Caddy is a well-known HTTP server that does much of what nginx does but with much simpler configuration. Here is an example of using Caddy to serve your own “What is my IP?” server.

There are services like “ipify.org” where you just $ curl https://api.ipify.org and it returns your IP address. There is also http://checkip.amazonaws.com, among many others. However, you may not want to rely on the uptime of these free third-party sites, you may not want third-parties logging your programmatic IP address queries, or you may just not want to abuse their services. Whatever the reason, this is how you would host your own version of that in the most simple and painless manner.

First, on some EC2 instance or VPS, follow the appropriate instructions to install and run Caddy and expose ports 80 and 443 as usual.
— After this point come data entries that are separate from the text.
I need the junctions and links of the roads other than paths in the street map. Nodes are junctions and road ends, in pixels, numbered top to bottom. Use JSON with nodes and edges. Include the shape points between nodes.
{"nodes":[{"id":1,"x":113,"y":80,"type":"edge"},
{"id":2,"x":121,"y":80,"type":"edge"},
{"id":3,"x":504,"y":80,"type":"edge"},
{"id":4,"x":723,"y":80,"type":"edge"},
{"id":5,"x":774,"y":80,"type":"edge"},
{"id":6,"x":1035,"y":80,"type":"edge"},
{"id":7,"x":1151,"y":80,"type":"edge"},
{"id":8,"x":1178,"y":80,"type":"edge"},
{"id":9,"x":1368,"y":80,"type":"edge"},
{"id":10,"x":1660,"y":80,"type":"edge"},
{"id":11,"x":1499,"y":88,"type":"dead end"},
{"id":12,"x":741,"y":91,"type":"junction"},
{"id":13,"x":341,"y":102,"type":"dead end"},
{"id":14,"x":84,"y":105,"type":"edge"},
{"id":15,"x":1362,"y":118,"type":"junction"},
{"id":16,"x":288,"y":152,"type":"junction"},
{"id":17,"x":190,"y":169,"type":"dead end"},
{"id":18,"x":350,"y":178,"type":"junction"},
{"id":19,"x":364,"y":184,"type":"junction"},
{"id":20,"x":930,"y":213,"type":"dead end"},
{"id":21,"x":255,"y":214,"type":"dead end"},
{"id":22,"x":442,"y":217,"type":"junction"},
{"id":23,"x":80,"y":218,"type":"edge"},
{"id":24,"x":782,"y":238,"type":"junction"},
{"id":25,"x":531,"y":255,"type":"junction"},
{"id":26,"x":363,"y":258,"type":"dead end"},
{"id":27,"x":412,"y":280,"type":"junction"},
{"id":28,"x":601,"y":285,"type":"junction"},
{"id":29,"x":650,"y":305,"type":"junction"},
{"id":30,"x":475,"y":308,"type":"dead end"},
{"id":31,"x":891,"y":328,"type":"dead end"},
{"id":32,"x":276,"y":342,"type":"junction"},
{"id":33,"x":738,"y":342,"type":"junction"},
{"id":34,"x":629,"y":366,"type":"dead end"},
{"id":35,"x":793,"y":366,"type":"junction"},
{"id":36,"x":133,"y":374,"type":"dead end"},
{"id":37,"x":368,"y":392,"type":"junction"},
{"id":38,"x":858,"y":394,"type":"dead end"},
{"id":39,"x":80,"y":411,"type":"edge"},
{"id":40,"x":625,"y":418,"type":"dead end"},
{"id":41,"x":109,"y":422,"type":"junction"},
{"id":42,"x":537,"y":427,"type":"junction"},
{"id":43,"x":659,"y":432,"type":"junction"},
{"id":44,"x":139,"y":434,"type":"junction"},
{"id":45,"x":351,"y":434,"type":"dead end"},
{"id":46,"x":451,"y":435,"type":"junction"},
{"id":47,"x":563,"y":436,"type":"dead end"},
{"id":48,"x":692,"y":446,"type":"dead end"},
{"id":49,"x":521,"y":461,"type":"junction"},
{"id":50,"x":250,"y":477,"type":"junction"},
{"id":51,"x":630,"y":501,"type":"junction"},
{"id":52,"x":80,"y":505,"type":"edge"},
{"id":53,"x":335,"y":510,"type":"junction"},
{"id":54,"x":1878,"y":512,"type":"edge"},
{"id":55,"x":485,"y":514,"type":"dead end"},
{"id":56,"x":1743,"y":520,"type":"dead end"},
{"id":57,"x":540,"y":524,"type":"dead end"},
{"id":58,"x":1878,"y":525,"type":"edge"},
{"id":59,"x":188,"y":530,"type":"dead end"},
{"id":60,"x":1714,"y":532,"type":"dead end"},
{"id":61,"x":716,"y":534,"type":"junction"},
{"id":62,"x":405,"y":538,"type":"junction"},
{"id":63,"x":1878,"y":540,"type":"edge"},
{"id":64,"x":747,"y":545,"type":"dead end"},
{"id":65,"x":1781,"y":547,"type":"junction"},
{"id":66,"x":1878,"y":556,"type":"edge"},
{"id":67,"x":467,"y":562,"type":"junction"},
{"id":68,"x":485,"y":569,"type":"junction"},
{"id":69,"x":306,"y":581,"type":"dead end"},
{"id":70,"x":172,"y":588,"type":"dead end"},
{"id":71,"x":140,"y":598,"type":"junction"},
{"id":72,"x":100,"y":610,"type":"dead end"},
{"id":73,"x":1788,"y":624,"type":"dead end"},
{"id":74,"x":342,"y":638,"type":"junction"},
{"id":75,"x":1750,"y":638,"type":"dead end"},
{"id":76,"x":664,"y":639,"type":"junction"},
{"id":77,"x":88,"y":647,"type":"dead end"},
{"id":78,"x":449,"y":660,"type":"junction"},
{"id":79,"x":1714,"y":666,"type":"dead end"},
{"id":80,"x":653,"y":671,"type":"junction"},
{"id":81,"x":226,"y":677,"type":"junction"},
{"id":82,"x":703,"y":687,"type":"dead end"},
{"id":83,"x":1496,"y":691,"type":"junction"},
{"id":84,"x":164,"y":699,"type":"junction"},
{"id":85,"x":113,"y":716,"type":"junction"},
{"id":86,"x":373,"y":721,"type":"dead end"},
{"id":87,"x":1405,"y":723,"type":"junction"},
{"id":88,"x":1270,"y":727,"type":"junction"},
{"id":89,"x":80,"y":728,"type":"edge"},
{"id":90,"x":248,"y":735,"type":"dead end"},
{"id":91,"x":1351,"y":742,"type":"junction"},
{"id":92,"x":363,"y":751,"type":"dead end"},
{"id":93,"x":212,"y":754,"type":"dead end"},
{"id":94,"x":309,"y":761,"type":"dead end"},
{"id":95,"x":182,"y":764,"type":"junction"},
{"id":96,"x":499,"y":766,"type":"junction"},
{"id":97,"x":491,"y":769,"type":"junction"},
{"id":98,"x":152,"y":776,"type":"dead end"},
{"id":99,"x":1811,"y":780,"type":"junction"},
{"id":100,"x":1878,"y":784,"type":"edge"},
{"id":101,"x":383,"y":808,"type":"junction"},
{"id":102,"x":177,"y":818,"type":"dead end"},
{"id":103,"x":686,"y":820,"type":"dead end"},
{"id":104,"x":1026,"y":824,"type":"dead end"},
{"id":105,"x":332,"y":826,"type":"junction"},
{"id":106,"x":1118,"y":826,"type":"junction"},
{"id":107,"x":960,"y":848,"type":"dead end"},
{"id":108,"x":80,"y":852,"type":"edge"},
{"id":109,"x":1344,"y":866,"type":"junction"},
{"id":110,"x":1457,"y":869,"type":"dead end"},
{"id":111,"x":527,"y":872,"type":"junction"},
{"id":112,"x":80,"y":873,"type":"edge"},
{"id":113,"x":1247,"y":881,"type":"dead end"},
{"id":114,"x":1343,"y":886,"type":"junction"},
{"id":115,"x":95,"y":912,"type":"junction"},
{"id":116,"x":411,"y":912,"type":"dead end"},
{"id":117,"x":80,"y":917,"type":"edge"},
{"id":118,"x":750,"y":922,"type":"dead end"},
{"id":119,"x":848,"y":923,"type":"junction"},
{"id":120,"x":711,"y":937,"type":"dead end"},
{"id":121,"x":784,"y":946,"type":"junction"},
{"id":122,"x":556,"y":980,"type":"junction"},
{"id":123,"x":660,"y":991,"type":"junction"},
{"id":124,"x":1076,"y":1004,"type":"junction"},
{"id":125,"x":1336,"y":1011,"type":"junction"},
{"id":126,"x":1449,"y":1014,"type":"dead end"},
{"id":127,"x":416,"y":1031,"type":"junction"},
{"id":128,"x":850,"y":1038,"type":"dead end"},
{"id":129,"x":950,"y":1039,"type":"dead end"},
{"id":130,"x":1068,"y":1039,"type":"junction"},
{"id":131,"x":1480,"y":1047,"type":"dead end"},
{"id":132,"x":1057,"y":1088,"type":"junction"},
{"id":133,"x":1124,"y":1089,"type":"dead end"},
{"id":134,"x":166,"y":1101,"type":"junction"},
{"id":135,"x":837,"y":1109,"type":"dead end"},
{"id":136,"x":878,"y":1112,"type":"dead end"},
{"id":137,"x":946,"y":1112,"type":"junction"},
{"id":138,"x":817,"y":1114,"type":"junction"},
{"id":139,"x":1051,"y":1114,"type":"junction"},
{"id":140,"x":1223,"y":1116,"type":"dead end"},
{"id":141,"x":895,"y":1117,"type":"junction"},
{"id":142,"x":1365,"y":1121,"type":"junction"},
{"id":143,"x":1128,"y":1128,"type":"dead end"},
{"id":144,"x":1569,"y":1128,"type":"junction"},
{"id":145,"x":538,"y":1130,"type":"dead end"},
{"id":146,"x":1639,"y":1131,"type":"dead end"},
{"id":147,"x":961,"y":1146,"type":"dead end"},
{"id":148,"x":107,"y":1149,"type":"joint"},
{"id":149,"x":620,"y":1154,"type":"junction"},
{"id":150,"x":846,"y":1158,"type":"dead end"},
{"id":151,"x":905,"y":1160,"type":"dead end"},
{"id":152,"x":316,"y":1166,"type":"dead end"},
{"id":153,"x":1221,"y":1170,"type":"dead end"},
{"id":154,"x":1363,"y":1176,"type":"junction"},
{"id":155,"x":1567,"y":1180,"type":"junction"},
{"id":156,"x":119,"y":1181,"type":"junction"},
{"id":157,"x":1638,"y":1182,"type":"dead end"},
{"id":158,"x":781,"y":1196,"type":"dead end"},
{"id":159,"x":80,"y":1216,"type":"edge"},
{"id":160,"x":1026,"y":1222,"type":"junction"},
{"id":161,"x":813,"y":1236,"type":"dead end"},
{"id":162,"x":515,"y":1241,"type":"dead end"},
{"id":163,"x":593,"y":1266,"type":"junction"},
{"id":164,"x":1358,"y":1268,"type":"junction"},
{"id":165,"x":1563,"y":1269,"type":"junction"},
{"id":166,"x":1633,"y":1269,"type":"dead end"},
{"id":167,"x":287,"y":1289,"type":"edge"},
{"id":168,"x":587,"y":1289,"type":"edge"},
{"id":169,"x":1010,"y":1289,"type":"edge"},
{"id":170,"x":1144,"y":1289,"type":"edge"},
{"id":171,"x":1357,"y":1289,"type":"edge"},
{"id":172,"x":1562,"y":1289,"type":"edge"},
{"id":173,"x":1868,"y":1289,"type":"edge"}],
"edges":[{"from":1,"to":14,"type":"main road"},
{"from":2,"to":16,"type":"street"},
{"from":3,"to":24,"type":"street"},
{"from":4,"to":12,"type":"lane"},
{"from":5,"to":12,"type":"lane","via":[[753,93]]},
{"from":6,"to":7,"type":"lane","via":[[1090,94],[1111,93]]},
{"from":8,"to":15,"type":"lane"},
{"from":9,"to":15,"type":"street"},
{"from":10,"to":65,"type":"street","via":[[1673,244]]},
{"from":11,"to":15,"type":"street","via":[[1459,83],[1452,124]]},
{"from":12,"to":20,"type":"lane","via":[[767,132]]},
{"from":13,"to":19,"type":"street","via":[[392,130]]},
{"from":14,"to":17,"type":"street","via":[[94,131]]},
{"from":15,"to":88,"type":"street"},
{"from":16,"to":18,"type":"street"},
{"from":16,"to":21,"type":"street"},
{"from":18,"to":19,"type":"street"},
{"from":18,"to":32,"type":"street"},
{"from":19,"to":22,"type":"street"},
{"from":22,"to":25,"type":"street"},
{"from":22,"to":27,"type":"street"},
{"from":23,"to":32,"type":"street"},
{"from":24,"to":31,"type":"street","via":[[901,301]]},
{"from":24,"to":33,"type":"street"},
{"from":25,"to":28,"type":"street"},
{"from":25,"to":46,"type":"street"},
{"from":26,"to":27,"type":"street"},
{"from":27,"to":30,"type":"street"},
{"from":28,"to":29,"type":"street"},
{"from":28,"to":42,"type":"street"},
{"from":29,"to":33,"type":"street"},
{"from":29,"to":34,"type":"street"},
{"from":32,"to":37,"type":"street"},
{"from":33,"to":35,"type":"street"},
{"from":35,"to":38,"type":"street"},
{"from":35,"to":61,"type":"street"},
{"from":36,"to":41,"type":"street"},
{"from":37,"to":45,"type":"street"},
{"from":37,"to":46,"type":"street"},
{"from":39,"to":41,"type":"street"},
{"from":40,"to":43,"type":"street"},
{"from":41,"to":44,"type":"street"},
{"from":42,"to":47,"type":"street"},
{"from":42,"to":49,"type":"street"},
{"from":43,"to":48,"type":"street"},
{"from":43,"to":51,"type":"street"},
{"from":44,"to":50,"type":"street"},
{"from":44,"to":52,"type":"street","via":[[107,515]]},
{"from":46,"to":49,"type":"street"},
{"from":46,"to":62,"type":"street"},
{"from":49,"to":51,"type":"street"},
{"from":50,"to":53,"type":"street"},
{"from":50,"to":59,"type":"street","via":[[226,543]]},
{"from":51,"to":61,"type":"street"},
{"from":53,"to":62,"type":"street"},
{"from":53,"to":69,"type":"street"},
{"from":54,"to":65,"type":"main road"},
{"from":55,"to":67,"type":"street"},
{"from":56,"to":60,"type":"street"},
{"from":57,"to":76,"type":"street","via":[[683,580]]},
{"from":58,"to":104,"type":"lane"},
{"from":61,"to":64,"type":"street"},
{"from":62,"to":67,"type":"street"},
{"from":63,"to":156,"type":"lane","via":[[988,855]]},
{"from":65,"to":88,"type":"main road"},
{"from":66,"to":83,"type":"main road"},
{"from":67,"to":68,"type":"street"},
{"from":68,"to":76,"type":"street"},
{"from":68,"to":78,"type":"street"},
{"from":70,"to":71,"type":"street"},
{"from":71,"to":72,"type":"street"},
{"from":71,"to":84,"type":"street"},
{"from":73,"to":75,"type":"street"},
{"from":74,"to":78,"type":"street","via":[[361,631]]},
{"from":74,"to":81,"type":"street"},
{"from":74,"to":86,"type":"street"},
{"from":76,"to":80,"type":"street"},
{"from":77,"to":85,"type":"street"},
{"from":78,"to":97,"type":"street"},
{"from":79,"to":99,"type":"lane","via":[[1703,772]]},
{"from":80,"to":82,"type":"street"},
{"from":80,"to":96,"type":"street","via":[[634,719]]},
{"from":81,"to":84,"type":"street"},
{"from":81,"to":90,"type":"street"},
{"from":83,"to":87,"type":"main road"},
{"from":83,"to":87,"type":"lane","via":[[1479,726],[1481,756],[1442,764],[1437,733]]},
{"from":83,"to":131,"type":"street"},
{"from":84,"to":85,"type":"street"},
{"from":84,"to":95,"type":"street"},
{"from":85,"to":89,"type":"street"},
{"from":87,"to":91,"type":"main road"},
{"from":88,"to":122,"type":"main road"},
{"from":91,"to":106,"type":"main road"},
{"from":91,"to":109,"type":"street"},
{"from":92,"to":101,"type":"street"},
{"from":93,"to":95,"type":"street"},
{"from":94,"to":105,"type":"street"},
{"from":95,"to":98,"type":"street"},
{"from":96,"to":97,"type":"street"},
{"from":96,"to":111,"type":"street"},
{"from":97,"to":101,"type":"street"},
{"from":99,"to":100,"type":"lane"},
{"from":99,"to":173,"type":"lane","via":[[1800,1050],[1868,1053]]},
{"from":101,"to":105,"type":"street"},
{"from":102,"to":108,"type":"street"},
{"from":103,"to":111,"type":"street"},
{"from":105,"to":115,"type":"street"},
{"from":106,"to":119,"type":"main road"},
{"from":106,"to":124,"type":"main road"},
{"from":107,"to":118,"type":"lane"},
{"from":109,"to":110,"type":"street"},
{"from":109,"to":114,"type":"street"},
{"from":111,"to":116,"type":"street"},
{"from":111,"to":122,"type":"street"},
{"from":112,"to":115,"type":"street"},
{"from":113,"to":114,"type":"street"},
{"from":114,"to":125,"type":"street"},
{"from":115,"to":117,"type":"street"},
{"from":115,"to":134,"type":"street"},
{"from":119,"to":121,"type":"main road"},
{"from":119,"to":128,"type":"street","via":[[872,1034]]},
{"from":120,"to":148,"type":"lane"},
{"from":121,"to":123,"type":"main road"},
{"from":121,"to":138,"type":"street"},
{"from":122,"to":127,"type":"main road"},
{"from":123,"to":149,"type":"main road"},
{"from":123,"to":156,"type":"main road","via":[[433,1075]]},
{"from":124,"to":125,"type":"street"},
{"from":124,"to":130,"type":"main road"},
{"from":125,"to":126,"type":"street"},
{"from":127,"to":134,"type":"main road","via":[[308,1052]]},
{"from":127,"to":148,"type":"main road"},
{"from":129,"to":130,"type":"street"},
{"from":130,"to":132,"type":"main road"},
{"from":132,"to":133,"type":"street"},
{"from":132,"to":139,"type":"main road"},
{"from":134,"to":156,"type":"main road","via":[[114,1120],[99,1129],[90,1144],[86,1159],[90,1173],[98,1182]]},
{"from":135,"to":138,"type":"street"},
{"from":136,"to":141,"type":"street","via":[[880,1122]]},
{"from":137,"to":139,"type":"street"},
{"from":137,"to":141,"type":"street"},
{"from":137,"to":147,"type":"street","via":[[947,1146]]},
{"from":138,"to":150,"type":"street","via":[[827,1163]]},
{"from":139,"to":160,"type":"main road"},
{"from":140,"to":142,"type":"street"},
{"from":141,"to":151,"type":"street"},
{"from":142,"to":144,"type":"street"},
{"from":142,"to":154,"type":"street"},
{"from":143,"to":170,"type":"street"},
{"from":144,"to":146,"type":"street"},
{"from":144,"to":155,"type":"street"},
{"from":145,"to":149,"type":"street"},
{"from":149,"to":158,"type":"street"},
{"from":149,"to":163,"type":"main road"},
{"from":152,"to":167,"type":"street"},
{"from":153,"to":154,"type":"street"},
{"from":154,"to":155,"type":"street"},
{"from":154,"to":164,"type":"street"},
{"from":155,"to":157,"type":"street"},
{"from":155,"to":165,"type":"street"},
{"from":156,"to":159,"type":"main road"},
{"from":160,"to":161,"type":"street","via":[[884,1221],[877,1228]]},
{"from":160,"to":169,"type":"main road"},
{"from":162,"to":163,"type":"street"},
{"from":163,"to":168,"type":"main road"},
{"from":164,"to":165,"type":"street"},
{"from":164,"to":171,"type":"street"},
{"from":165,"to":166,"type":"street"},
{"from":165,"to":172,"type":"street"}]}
Second, I’m making an assumption that you, like most people these days, are using Cloudflare as a transparent proxy between your server and the public internet.

Run this command to add the relevant section to your Caddyfile, replacing <your-domain-here> with your own domain like ip.zelcon.net in my case.

cat <<EOF >> /etc/caddy/Caddyfile
<your-domain-here> {
        respond * 200 {
                body "{http.request.header.CF-Connecting-IP}"
                close
        }
}
EOF

Explanation: Cloudflare passes the true client’s IP in a header named “CF-Connecting-IP”. Were you to simply grab the remote address of the incoming socket, you would get one of Cloudflare’s IP addresses.

Then finally, remember to restart Caddy. If you are using systemd as your launcher, then run: $ sudo systemctl reload caddy.

And that’s it! As an example, you can test mine (which is hopefully still running whenever you’re reading this) by doing the following:

curl -4 https://ip.zelcon.net
# ... your IPv4 address shows up here

curl -6 https://ip.zelcon.net
# ... your IPv6 address shows up here (or an error message if your network interface does not have IPv6)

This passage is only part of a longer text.